BEGIN

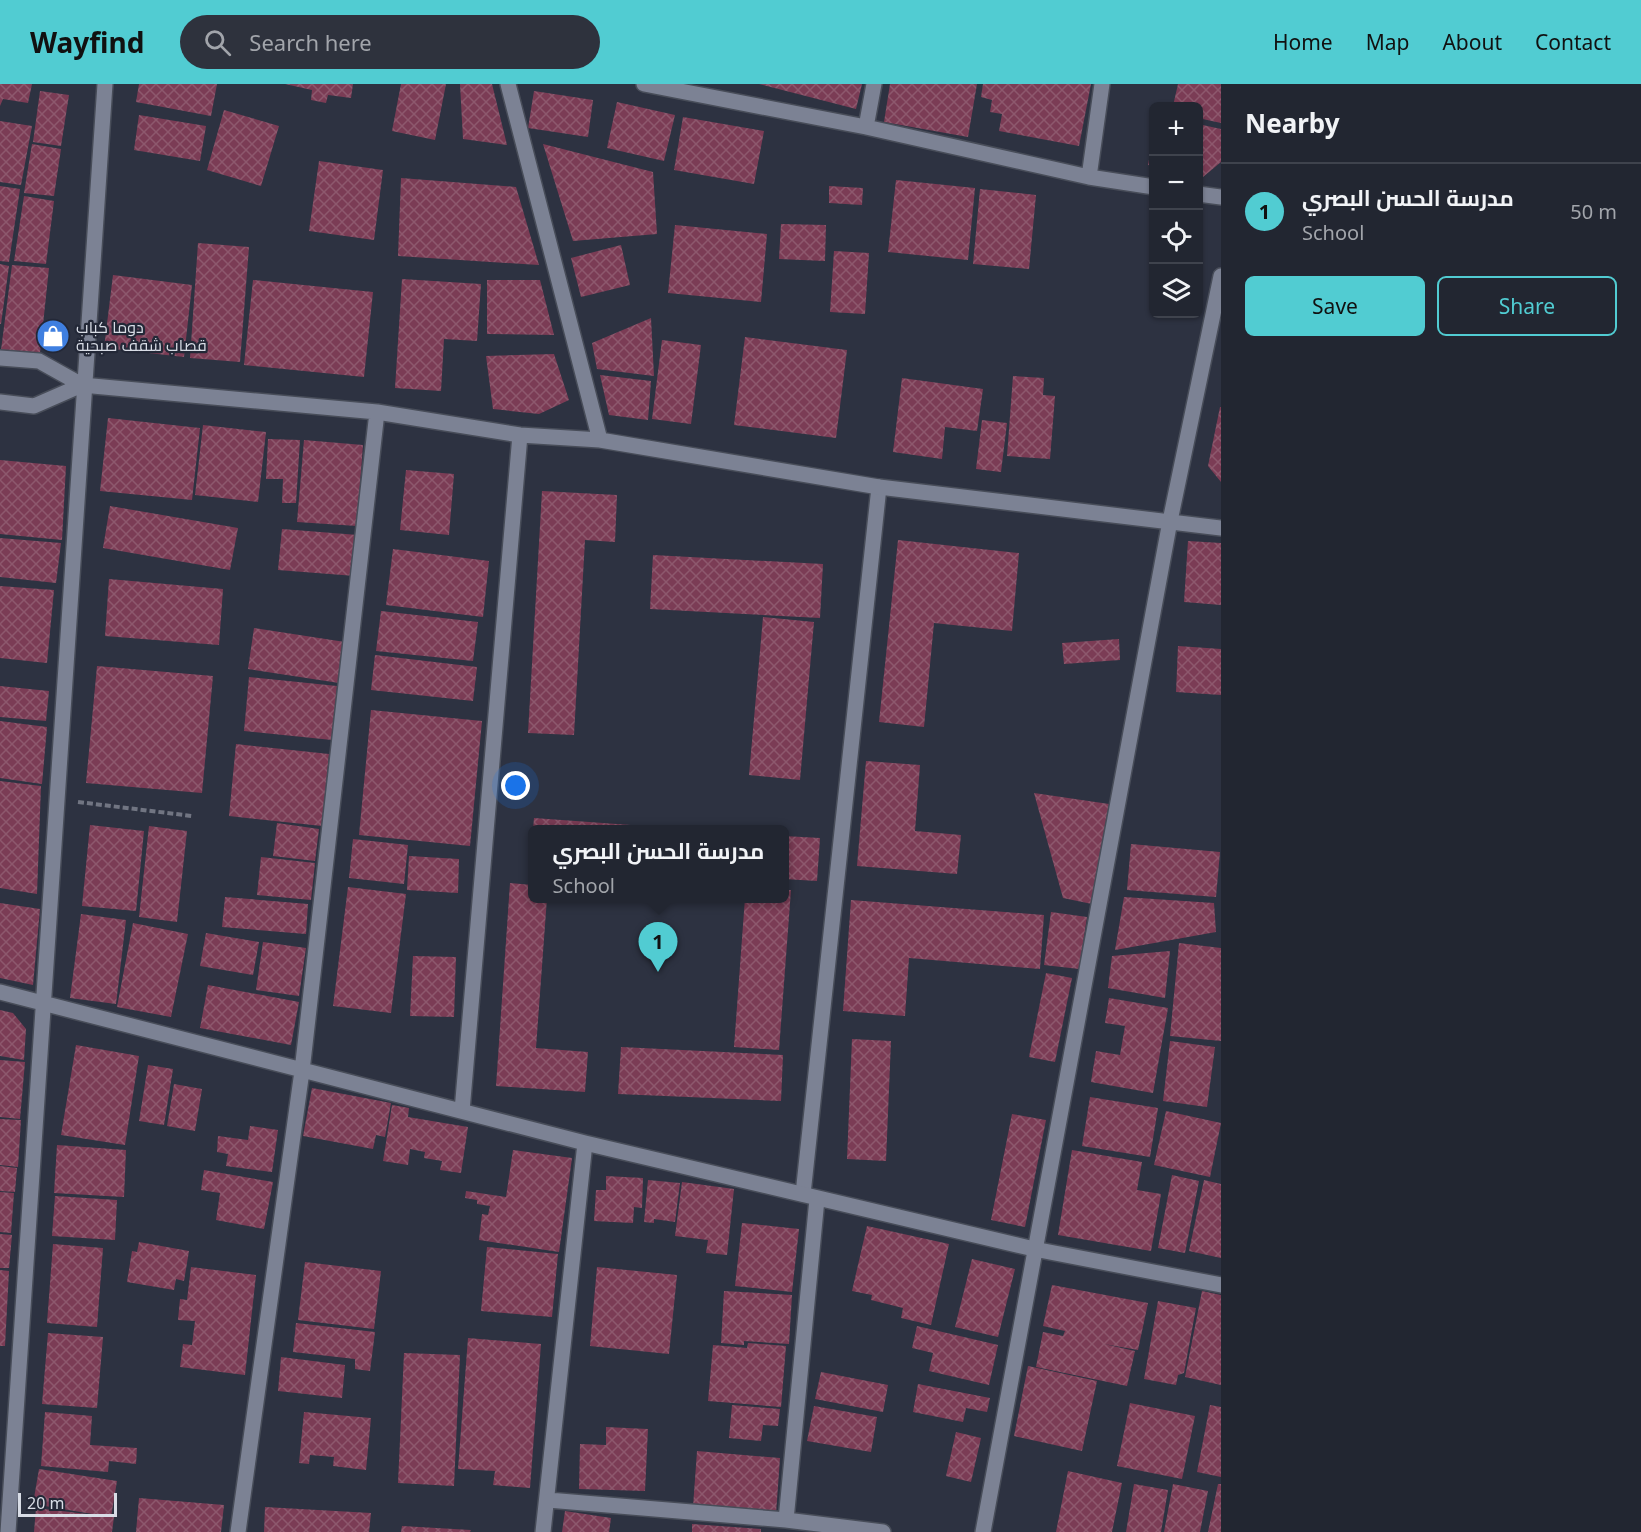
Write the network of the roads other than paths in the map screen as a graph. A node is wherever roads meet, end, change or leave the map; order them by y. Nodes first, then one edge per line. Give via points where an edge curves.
1 (105, 84) edge
2 (508, 84) edge
3 (644, 84) edge
4 (874, 84) edge
5 (1102, 84) edge
6 (866, 128) junction
7 (1089, 177) junction
8 (1149, 186) edge
9 (1203, 195) edge
10 (1221, 197) edge
11 (1221, 276) edge
12 (0, 358) edge
13 (82, 386) junction
14 (0, 402) edge
15 (376, 412) junction
16 (520, 435) junction
17 (600, 440) junction
18 (879, 487) junction
19 (1170, 521) junction
20 (1221, 528) edge
21 (0, 992) edge
22 (44, 1003) junction
23 (302, 1071) junction
24 (462, 1111) junction
25 (585, 1143) junction
26 (810, 1196) junction
27 (1034, 1248) junction
28 (1221, 1285) edge
29 (548, 1500) junction
30 (786, 1520) junction
31 (8, 1532) edge
32 (238, 1532) edge
33 (543, 1532) edge
34 (883, 1532) edge
35 (983, 1532) edge

1 - 13 street
2 - 17 street
3 - 6 street
4 - 6 street
5 - 7 street
6 - 7 street
7 - 8 street
9 - 10 street
11 - 19 street
12 - 13 street via 39,361
13 - 14 street via 34,406
13 - 15 street
13 - 22 street
15 - 16 street
15 - 23 street
16 - 17 street
16 - 24 street
17 - 18 street
18 - 19 street
18 - 26 street
19 - 20 street
19 - 27 street
21 - 22 street
22 - 23 street
22 - 31 street
23 - 24 street
23 - 32 street
24 - 25 street
25 - 26 street
25 - 29 street
26 - 27 street
26 - 30 street
27 - 28 street
27 - 35 street
29 - 30 street
29 - 33 street
30 - 34 street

END

PROBLEM REQUIREMENTS →
Without any of the pictures, reproduce the listing above exactly.

ANSWER SECTION →
Write the network of the roads other than paths in the map screen as a graph. A node is wherever roads meet, end, change or leave the map; order them by y. Nodes first, then one edge per line. Give via points where an edge curves.
1 (105, 84) edge
2 (508, 84) edge
3 (644, 84) edge
4 (874, 84) edge
5 (1102, 84) edge
6 (866, 128) junction
7 (1089, 177) junction
8 (1149, 186) edge
9 (1203, 195) edge
10 (1221, 197) edge
11 (1221, 276) edge
12 (0, 358) edge
13 (82, 386) junction
14 (0, 402) edge
15 (376, 412) junction
16 (520, 435) junction
17 (600, 440) junction
18 (879, 487) junction
19 (1170, 521) junction
20 (1221, 528) edge
21 (0, 992) edge
22 (44, 1003) junction
23 (302, 1071) junction
24 (462, 1111) junction
25 (585, 1143) junction
26 (810, 1196) junction
27 (1034, 1248) junction
28 (1221, 1285) edge
29 (548, 1500) junction
30 (786, 1520) junction
31 (8, 1532) edge
32 (238, 1532) edge
33 (543, 1532) edge
34 (883, 1532) edge
35 (983, 1532) edge

1 - 13 street
2 - 17 street
3 - 6 street
4 - 6 street
5 - 7 street
6 - 7 street
7 - 8 street
9 - 10 street
11 - 19 street
12 - 13 street via 39,361
13 - 14 street via 34,406
13 - 15 street
13 - 22 street
15 - 16 street
15 - 23 street
16 - 17 street
16 - 24 street
17 - 18 street
18 - 19 street
18 - 26 street
19 - 20 street
19 - 27 street
21 - 22 street
22 - 23 street
22 - 31 street
23 - 24 street
23 - 32 street
24 - 25 street
25 - 26 street
25 - 29 street
26 - 27 street
26 - 30 street
27 - 28 street
27 - 35 street
29 - 30 street
29 - 33 street
30 - 34 street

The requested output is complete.